## [What is required]
Write the following entries out again exactly, skipping each image.
** Opening Supplied material block **
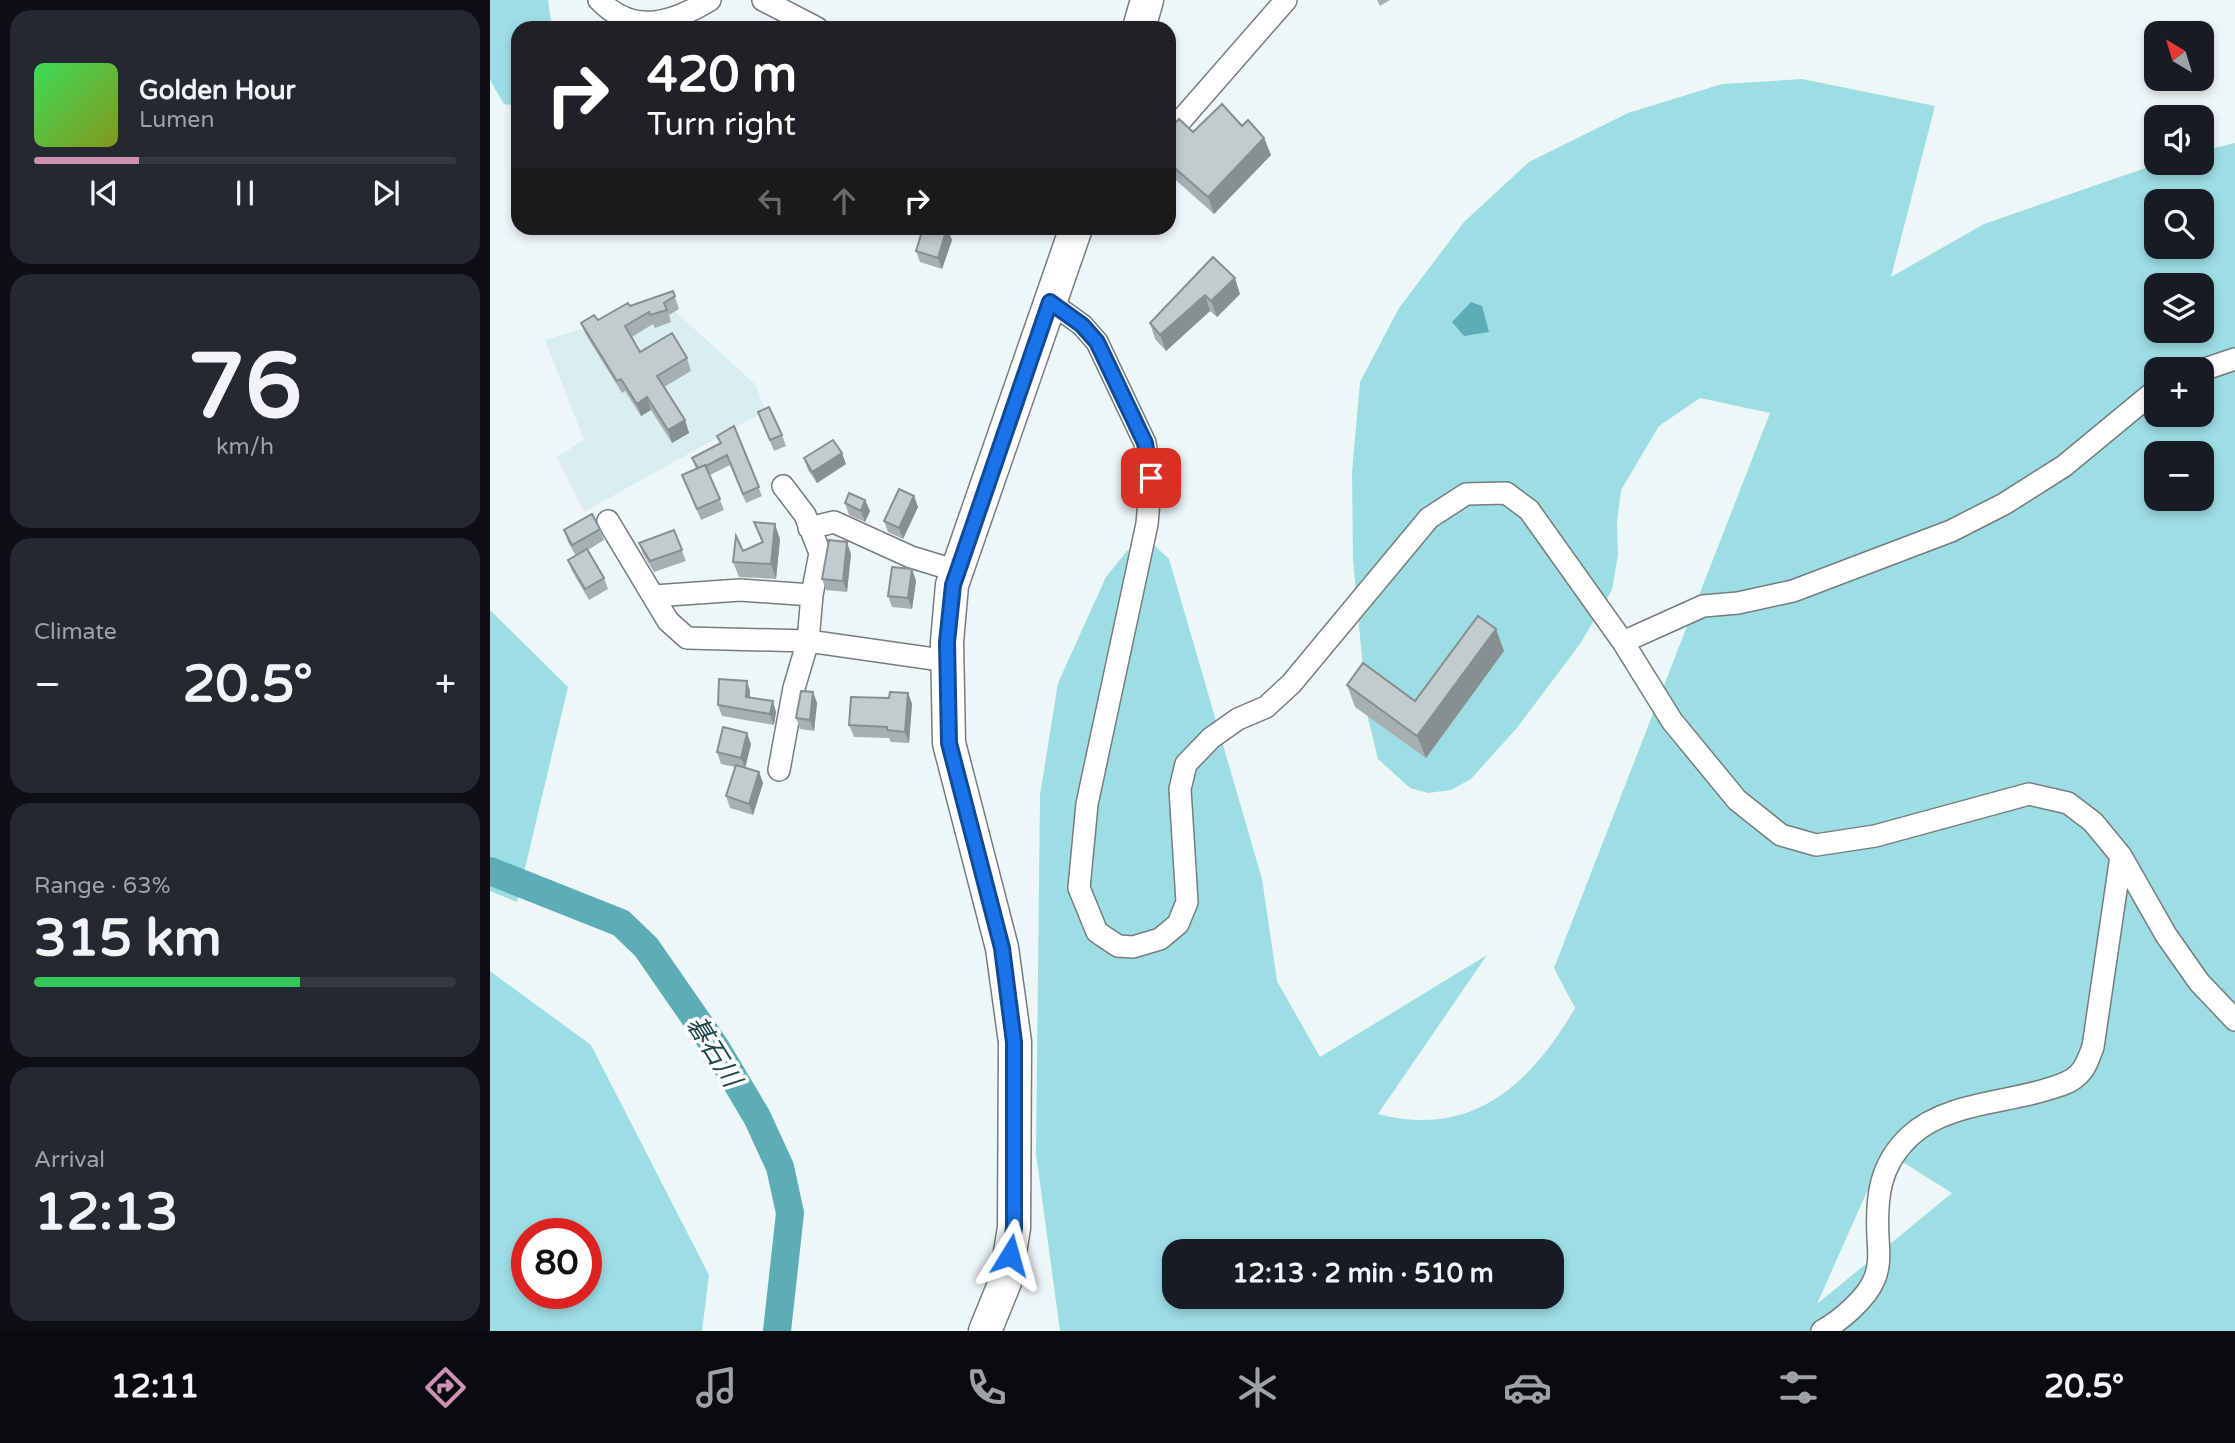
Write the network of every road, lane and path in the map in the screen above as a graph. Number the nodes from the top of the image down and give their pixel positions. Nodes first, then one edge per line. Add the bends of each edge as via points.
1 (599, 0) edge
2 (710, 0) edge
3 (763, 0) edge
4 (1147, 0) edge
5 (1286, 0) edge
6 (631, 21) edge
7 (667, 21) edge
8 (804, 21) edge
9 (1141, 21) edge
10 (1176, 126) edge
11 (1074, 235) edge
12 (1050, 302) junction
13 (2235, 359) edge
14 (2214, 366) edge
15 (2144, 400) edge
16 (783, 485) dead end
17 (608, 521) dead end
18 (809, 528) junction
19 (957, 571) junction
20 (812, 595) junction
21 (654, 596) junction
22 (808, 641) junction
23 (1623, 642) junction
24 (948, 662) junction
25 (779, 770) dead end
26 (2121, 856) junction
27 (2235, 1020) edge
28 (985, 1331) edge
29 (1822, 1331) edge

1 - 6 street
2 - 7 street
3 - 8 street
4 - 9 highway
5 - 10 street
11 - 12 highway
12 - 19 highway
12 - 23 street via 1097,342 1145,443 1151,478 1144,537 1087,804 1079,888 1097,932 1118,946 1160,939 1178,924 1187,902 1180,789 1186,764 1211,738 1266,707 1291,684 1443,507 1466,494 1490,492 1506,493 1529,510
13 - 14 street
15 - 23 street via 2064,466 1951,531 1793,591 1703,606
16 - 18 street
17 - 21 street
18 - 19 street via 834,522 911,558
18 - 20 street via 820,553
19 - 24 highway
20 - 21 street via 740,590
20 - 22 street
21 - 22 street via 668,621 687,638
22 - 24 street
22 - 25 street
23 - 26 street via 1672,721 1737,800 1781,835 1816,845 1875,836 2029,794 2068,803 2093,822
24 - 28 highway via 949,743 1002,948 1014,1042 1014,1228 1004,1282
26 - 27 street via 2166,936 2199,982
26 - 29 street via 2093,1047 2080,1074 2036,1093 1954,1113 1912,1134 1890,1157 1882,1177 1876,1205 1879,1259 1875,1278 1866,1294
** Closing Supplied material block **
## [Exercise response]
Write the network of every road, lane and path in the map in the screen above as a graph. Number the nodes from the top of the image down and give their pixel positions. Nodes first, then one edge per line. Add the bends of each edge as via points.
1 (599, 0) edge
2 (710, 0) edge
3 (763, 0) edge
4 (1147, 0) edge
5 (1286, 0) edge
6 (631, 21) edge
7 (667, 21) edge
8 (804, 21) edge
9 (1141, 21) edge
10 (1176, 126) edge
11 (1074, 235) edge
12 (1050, 302) junction
13 (2235, 359) edge
14 (2214, 366) edge
15 (2144, 400) edge
16 (783, 485) dead end
17 (608, 521) dead end
18 (809, 528) junction
19 (957, 571) junction
20 (812, 595) junction
21 (654, 596) junction
22 (808, 641) junction
23 (1623, 642) junction
24 (948, 662) junction
25 (779, 770) dead end
26 (2121, 856) junction
27 (2235, 1020) edge
28 (985, 1331) edge
29 (1822, 1331) edge

1 - 6 street
2 - 7 street
3 - 8 street
4 - 9 highway
5 - 10 street
11 - 12 highway
12 - 19 highway
12 - 23 street via 1097,342 1145,443 1151,478 1144,537 1087,804 1079,888 1097,932 1118,946 1160,939 1178,924 1187,902 1180,789 1186,764 1211,738 1266,707 1291,684 1443,507 1466,494 1490,492 1506,493 1529,510
13 - 14 street
15 - 23 street via 2064,466 1951,531 1793,591 1703,606
16 - 18 street
17 - 21 street
18 - 19 street via 834,522 911,558
18 - 20 street via 820,553
19 - 24 highway
20 - 21 street via 740,590
20 - 22 street
21 - 22 street via 668,621 687,638
22 - 24 street
22 - 25 street
23 - 26 street via 1672,721 1737,800 1781,835 1816,845 1875,836 2029,794 2068,803 2093,822
24 - 28 highway via 949,743 1002,948 1014,1042 1014,1228 1004,1282
26 - 27 street via 2166,936 2199,982
26 - 29 street via 2093,1047 2080,1074 2036,1093 1954,1113 1912,1134 1890,1157 1882,1177 1876,1205 1879,1259 1875,1278 1866,1294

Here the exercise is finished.